In the world of fitness when it comes to gaps, I feel we the fitness industry actually encourages us to ask people to leap the Grand Canyon on a daily basis.
It is common practice for the desk bound population to exert little to no energy for 95% of the day. Then at lunch, or after work, head to the gym and go through a workout that would make Hercules blush.

Why?

When you let your snowblower sit all summer then fire it up to plow 14″ of wet heavy snow it never goes well. Why are you expected to scorch 10,000 calories by doing 1,000 burpees and 15 minute planks in the one hour a day you’re moving?

This is the gap. Our work/home life is almost sedentary and or workouts are Olympic caliber.

So how do we mind the gap? How do we bring the boat closer to the dock so we can participate in intense workouts without fear of injury, pain, unnecessary discomfort and possible death (a little overboard on the last one I know but it is a potential outcome to extreme activities)?

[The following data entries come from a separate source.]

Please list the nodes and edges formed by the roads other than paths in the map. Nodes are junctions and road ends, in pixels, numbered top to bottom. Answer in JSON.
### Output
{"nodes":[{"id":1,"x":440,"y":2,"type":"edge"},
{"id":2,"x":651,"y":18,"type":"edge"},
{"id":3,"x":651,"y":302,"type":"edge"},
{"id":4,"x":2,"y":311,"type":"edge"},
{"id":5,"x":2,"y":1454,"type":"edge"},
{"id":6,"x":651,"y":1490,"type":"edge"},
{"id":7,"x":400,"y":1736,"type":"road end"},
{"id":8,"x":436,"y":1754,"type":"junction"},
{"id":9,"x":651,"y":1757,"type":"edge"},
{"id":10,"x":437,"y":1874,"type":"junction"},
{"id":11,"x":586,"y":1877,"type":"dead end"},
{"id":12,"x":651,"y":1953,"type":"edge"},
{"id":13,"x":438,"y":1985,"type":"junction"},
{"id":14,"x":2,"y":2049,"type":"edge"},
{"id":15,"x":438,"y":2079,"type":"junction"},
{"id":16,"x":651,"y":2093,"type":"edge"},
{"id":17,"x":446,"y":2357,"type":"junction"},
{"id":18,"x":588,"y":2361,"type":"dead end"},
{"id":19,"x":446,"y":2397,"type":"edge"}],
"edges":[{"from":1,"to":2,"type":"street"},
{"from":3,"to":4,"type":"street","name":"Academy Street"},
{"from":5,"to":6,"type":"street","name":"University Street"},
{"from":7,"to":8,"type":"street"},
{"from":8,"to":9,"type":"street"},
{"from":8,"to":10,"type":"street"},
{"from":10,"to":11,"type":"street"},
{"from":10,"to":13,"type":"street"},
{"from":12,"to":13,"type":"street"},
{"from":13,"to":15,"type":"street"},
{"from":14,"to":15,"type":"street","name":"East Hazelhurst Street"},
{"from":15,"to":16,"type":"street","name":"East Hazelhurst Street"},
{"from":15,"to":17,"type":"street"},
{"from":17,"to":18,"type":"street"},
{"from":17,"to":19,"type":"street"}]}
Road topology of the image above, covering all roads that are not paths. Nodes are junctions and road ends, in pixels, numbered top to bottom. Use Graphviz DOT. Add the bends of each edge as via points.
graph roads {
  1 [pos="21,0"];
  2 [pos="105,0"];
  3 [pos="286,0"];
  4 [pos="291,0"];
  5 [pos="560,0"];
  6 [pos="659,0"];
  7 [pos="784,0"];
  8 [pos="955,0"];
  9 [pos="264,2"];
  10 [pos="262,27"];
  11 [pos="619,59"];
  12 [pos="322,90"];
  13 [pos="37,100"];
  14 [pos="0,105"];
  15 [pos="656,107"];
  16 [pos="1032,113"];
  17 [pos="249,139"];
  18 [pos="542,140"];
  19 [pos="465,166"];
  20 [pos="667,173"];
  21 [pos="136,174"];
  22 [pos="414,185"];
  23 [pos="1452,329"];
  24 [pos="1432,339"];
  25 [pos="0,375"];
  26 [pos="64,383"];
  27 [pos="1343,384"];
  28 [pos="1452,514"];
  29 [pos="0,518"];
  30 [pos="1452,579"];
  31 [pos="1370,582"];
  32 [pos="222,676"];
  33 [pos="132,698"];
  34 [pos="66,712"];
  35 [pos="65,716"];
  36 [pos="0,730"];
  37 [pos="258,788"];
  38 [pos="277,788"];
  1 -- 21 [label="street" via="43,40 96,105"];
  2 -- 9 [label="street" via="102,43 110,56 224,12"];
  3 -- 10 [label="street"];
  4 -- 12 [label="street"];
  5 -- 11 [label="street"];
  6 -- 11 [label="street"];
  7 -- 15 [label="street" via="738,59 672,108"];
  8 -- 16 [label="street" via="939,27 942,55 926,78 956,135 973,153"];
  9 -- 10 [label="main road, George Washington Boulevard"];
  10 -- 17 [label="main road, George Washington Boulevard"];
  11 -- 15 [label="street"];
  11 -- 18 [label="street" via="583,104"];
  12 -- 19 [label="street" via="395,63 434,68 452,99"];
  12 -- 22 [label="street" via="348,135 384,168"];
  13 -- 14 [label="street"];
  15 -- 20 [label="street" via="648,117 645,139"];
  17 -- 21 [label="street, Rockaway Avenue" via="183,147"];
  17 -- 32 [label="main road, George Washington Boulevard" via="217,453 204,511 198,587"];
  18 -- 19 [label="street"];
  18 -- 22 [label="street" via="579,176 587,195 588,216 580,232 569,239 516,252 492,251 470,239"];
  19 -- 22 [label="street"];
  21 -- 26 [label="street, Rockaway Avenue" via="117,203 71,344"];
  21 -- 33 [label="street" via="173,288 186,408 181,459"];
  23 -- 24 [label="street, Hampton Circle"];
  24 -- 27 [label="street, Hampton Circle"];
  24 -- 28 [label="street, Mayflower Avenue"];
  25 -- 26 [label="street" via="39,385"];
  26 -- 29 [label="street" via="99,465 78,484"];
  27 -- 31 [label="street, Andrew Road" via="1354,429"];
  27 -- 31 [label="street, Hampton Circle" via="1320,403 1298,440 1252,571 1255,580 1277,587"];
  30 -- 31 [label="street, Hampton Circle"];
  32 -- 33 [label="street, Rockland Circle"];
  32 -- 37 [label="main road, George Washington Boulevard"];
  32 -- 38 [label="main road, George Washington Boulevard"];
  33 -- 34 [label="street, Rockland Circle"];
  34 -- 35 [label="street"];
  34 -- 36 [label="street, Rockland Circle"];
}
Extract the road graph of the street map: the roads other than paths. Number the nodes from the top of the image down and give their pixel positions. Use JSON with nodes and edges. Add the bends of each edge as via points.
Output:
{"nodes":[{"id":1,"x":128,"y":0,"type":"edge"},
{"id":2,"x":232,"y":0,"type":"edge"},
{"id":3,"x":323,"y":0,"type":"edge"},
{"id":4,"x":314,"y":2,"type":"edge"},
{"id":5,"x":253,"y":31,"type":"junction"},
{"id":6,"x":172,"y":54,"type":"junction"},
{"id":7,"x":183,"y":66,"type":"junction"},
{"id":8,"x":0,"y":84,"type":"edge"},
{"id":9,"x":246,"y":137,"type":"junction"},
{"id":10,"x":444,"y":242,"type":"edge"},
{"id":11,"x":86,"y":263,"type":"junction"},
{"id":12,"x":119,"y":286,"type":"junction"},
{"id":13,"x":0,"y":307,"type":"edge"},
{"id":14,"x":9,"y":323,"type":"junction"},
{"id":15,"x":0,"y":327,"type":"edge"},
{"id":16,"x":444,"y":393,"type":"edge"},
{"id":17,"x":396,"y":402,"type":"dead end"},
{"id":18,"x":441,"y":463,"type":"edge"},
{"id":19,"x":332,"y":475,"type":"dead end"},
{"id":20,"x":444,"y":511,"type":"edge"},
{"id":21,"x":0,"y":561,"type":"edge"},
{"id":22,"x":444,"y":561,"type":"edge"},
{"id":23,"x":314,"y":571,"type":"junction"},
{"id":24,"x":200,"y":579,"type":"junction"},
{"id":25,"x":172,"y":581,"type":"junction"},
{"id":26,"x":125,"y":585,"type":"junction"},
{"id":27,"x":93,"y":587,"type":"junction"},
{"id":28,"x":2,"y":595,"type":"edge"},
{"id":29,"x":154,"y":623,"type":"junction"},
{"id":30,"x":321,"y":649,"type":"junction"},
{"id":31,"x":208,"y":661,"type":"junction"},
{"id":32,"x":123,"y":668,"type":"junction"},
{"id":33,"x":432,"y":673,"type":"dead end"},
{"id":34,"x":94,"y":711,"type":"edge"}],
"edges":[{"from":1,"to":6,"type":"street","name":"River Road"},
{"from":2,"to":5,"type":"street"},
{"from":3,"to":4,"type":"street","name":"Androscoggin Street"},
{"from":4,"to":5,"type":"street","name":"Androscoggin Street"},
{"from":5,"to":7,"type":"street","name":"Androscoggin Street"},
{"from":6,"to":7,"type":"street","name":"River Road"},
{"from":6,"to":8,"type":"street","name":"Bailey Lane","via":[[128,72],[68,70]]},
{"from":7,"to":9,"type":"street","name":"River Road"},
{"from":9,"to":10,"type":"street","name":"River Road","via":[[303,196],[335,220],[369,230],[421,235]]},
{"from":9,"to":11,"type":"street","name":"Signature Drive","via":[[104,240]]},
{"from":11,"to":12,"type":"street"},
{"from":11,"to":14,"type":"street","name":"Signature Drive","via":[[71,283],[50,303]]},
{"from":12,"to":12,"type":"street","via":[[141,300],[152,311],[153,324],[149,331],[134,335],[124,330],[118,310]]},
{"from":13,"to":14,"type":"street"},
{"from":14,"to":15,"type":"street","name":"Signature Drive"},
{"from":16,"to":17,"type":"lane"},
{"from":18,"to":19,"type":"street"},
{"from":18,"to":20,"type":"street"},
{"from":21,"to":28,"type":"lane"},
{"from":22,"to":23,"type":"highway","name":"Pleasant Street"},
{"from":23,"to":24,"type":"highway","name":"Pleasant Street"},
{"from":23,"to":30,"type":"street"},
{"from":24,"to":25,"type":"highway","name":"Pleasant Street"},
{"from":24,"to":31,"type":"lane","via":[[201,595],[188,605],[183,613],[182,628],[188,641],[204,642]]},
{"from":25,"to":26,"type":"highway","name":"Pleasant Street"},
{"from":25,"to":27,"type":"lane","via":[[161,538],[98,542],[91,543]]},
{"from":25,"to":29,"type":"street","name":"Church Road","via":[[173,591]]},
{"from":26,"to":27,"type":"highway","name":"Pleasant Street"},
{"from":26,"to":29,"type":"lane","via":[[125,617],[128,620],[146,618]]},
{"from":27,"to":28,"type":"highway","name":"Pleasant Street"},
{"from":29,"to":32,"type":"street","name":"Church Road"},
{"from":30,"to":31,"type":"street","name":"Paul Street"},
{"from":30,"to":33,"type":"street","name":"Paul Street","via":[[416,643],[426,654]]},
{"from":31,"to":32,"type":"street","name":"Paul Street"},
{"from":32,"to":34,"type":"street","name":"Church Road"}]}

Meet in the middle. Include more postural work, mobility training, stability training and corrective movement exercises into your daily training routine. These are the aspects that will help you build a strong foundation of movement to better handle the stress of increased intensity workouts. A body that moves well has a far greater capacity for workload than one that does not. Every single day at Performance Locker in our Small Tribe and Chalkboard Workouts, Yoga, and Pilates classes we work on the basics. Personalized techniques and strategies to help people move better so their body will never be the limiting factor in attempting new challenges and goals. These are the most important part of our workouts and our members have been amazed with the results they bring.

Second, begin to make life less sedentary. Take advantage of the time outside of the training space and increase your base of daily activity. Even if you kill yourself in the gym every day it is still only 4% of your day that you’re moving and active. If we can move that toward more of 70/30 or 60/40 split now you are in business. Add walks and hikes before and after work, bike to places, take up new hobbies like running, paddling, cross country, biking, etc. Basically you can boil this one down to add more fun outdoor time/activities to your day.  Easy peasy. We do our very best at PL to not only encourage our members to increase outdoor activity but provide opportunities to try out things like standup paddling, long distance biking and cross country skiing. We feel strongly this is a huge missing piece in many “fitness programs” yet a very critical one.

At Performance Locker, we try to serve as that support, that rope that can bring your boat closer to the dock so you successfully make the leap without getting wet. We hope you enjoy our time together as much as we do navigating these waters!